REQUIRED WORK:
Could you repeat the listing below exactly while leaving its pictures behind?

SOURCE MATERIAL:
------------------------

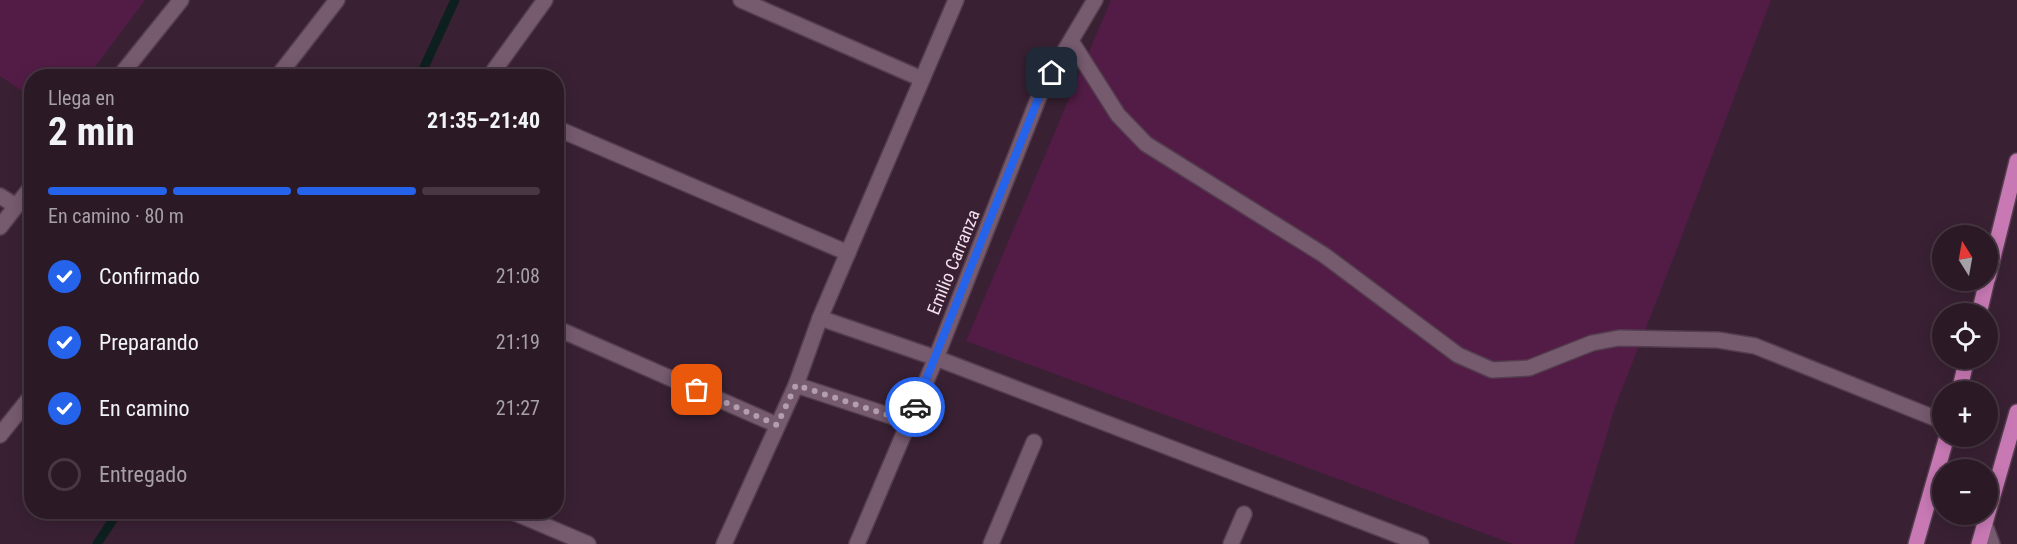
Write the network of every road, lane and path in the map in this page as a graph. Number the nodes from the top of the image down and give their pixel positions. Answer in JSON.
{"nodes":[{"id":1,"x":181,"y":0,"type":"edge"},
{"id":2,"x":337,"y":0,"type":"edge"},
{"id":3,"x":545,"y":0,"type":"edge"},
{"id":4,"x":741,"y":0,"type":"edge"},
{"id":5,"x":956,"y":0,"type":"edge"},
{"id":6,"x":1095,"y":0,"type":"edge"},
{"id":7,"x":1071,"y":41,"type":"junction"},
{"id":8,"x":126,"y":69,"type":"edge"},
{"id":9,"x":283,"y":69,"type":"edge"},
{"id":10,"x":495,"y":69,"type":"edge"},
{"id":11,"x":922,"y":79,"type":"junction"},
{"id":12,"x":564,"y":131,"type":"edge"},
{"id":13,"x":2017,"y":161,"type":"edge"},
{"id":14,"x":0,"y":196,"type":"edge"},
{"id":15,"x":24,"y":196,"type":"edge"},
{"id":16,"x":16,"y":206,"type":"junction"},
{"id":17,"x":0,"y":227,"type":"edge"},
{"id":18,"x":1998,"y":236,"type":"edge"},
{"id":19,"x":848,"y":253,"type":"junction"},
{"id":20,"x":820,"y":318,"type":"junction"},
{"id":21,"x":564,"y":332,"type":"edge"},
{"id":22,"x":936,"y":358,"type":"junction"},
{"id":23,"x":796,"y":385,"type":"junction"},
{"id":24,"x":24,"y":404,"type":"edge"},
{"id":25,"x":2017,"y":412,"type":"edge"},
{"id":26,"x":1932,"y":418,"type":"edge"},
{"id":27,"x":909,"y":422,"type":"junction"},
{"id":28,"x":777,"y":425,"type":"junction"},
{"id":29,"x":0,"y":435,"type":"edge"},
{"id":30,"x":1034,"y":442,"type":"dead end"},
{"id":31,"x":1944,"y":447,"type":"edge"},
{"id":32,"x":1998,"y":479,"type":"edge"},
{"id":33,"x":1244,"y":514,"type":"dead end"},
{"id":34,"x":529,"y":519,"type":"edge"},
{"id":35,"x":1985,"y":525,"type":"joint"},
{"id":36,"x":588,"y":544,"type":"edge"},
{"id":37,"x":724,"y":544,"type":"edge"},
{"id":38,"x":857,"y":544,"type":"edge"},
{"id":39,"x":991,"y":544,"type":"edge"},
{"id":40,"x":1231,"y":544,"type":"edge"},
{"id":41,"x":1421,"y":544,"type":"edge"},
{"id":42,"x":1916,"y":544,"type":"edge"},
{"id":43,"x":1978,"y":544,"type":"edge"},
{"id":44,"x":1992,"y":544,"type":"edge"}],
"edges":[{"from":1,"to":8,"type":"street"},
{"from":2,"to":9,"type":"street"},
{"from":3,"to":10,"type":"street"},
{"from":4,"to":11,"type":"street"},
{"from":5,"to":11,"type":"street"},
{"from":6,"to":7,"type":"street","name":"Emilio Carranza"},
{"from":7,"to":22,"type":"street","name":"Emilio Carranza"},
{"from":7,"to":26,"type":"street"},
{"from":11,"to":19,"type":"street"},
{"from":12,"to":19,"type":"street"},
{"from":13,"to":18,"type":"main road"},
{"from":14,"to":16,"type":"street"},
{"from":15,"to":16,"type":"street"},
{"from":16,"to":17,"type":"street"},
{"from":19,"to":20,"type":"street"},
{"from":20,"to":22,"type":"street"},
{"from":20,"to":23,"type":"street"},
{"from":21,"to":28,"type":"street"},
{"from":22,"to":27,"type":"street","name":"Emilio Carranza"},
{"from":22,"to":41,"type":"street"},
{"from":23,"to":27,"type":"street"},
{"from":23,"to":28,"type":"street"},
{"from":24,"to":29,"type":"street"},
{"from":25,"to":32,"type":"main road"},
{"from":27,"to":38,"type":"street","name":"Emilio Carranza"},
{"from":28,"to":37,"type":"street"},
{"from":30,"to":39,"type":"street"},
{"from":31,"to":42,"type":"main road"},
{"from":33,"to":40,"type":"street"},
{"from":34,"to":36,"type":"street"},
{"from":35,"to":43,"type":"main road"},
{"from":35,"to":44,"type":"street"}]}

------------------------

ANSWER SECTION:
Write the network of every road, lane and path in the map in this page as a graph. Number the nodes from the top of the image down and give their pixel positions. Answer in JSON.
{"nodes":[{"id":1,"x":181,"y":0,"type":"edge"},
{"id":2,"x":337,"y":0,"type":"edge"},
{"id":3,"x":545,"y":0,"type":"edge"},
{"id":4,"x":741,"y":0,"type":"edge"},
{"id":5,"x":956,"y":0,"type":"edge"},
{"id":6,"x":1095,"y":0,"type":"edge"},
{"id":7,"x":1071,"y":41,"type":"junction"},
{"id":8,"x":126,"y":69,"type":"edge"},
{"id":9,"x":283,"y":69,"type":"edge"},
{"id":10,"x":495,"y":69,"type":"edge"},
{"id":11,"x":922,"y":79,"type":"junction"},
{"id":12,"x":564,"y":131,"type":"edge"},
{"id":13,"x":2017,"y":161,"type":"edge"},
{"id":14,"x":0,"y":196,"type":"edge"},
{"id":15,"x":24,"y":196,"type":"edge"},
{"id":16,"x":16,"y":206,"type":"junction"},
{"id":17,"x":0,"y":227,"type":"edge"},
{"id":18,"x":1998,"y":236,"type":"edge"},
{"id":19,"x":848,"y":253,"type":"junction"},
{"id":20,"x":820,"y":318,"type":"junction"},
{"id":21,"x":564,"y":332,"type":"edge"},
{"id":22,"x":936,"y":358,"type":"junction"},
{"id":23,"x":796,"y":385,"type":"junction"},
{"id":24,"x":24,"y":404,"type":"edge"},
{"id":25,"x":2017,"y":412,"type":"edge"},
{"id":26,"x":1932,"y":418,"type":"edge"},
{"id":27,"x":909,"y":422,"type":"junction"},
{"id":28,"x":777,"y":425,"type":"junction"},
{"id":29,"x":0,"y":435,"type":"edge"},
{"id":30,"x":1034,"y":442,"type":"dead end"},
{"id":31,"x":1944,"y":447,"type":"edge"},
{"id":32,"x":1998,"y":479,"type":"edge"},
{"id":33,"x":1244,"y":514,"type":"dead end"},
{"id":34,"x":529,"y":519,"type":"edge"},
{"id":35,"x":1985,"y":525,"type":"joint"},
{"id":36,"x":588,"y":544,"type":"edge"},
{"id":37,"x":724,"y":544,"type":"edge"},
{"id":38,"x":857,"y":544,"type":"edge"},
{"id":39,"x":991,"y":544,"type":"edge"},
{"id":40,"x":1231,"y":544,"type":"edge"},
{"id":41,"x":1421,"y":544,"type":"edge"},
{"id":42,"x":1916,"y":544,"type":"edge"},
{"id":43,"x":1978,"y":544,"type":"edge"},
{"id":44,"x":1992,"y":544,"type":"edge"}],
"edges":[{"from":1,"to":8,"type":"street"},
{"from":2,"to":9,"type":"street"},
{"from":3,"to":10,"type":"street"},
{"from":4,"to":11,"type":"street"},
{"from":5,"to":11,"type":"street"},
{"from":6,"to":7,"type":"street","name":"Emilio Carranza"},
{"from":7,"to":22,"type":"street","name":"Emilio Carranza"},
{"from":7,"to":26,"type":"street"},
{"from":11,"to":19,"type":"street"},
{"from":12,"to":19,"type":"street"},
{"from":13,"to":18,"type":"main road"},
{"from":14,"to":16,"type":"street"},
{"from":15,"to":16,"type":"street"},
{"from":16,"to":17,"type":"street"},
{"from":19,"to":20,"type":"street"},
{"from":20,"to":22,"type":"street"},
{"from":20,"to":23,"type":"street"},
{"from":21,"to":28,"type":"street"},
{"from":22,"to":27,"type":"street","name":"Emilio Carranza"},
{"from":22,"to":41,"type":"street"},
{"from":23,"to":27,"type":"street"},
{"from":23,"to":28,"type":"street"},
{"from":24,"to":29,"type":"street"},
{"from":25,"to":32,"type":"main road"},
{"from":27,"to":38,"type":"street","name":"Emilio Carranza"},
{"from":28,"to":37,"type":"street"},
{"from":30,"to":39,"type":"street"},
{"from":31,"to":42,"type":"main road"},
{"from":33,"to":40,"type":"street"},
{"from":34,"to":36,"type":"street"},
{"from":35,"to":43,"type":"main road"},
{"from":35,"to":44,"type":"street"}]}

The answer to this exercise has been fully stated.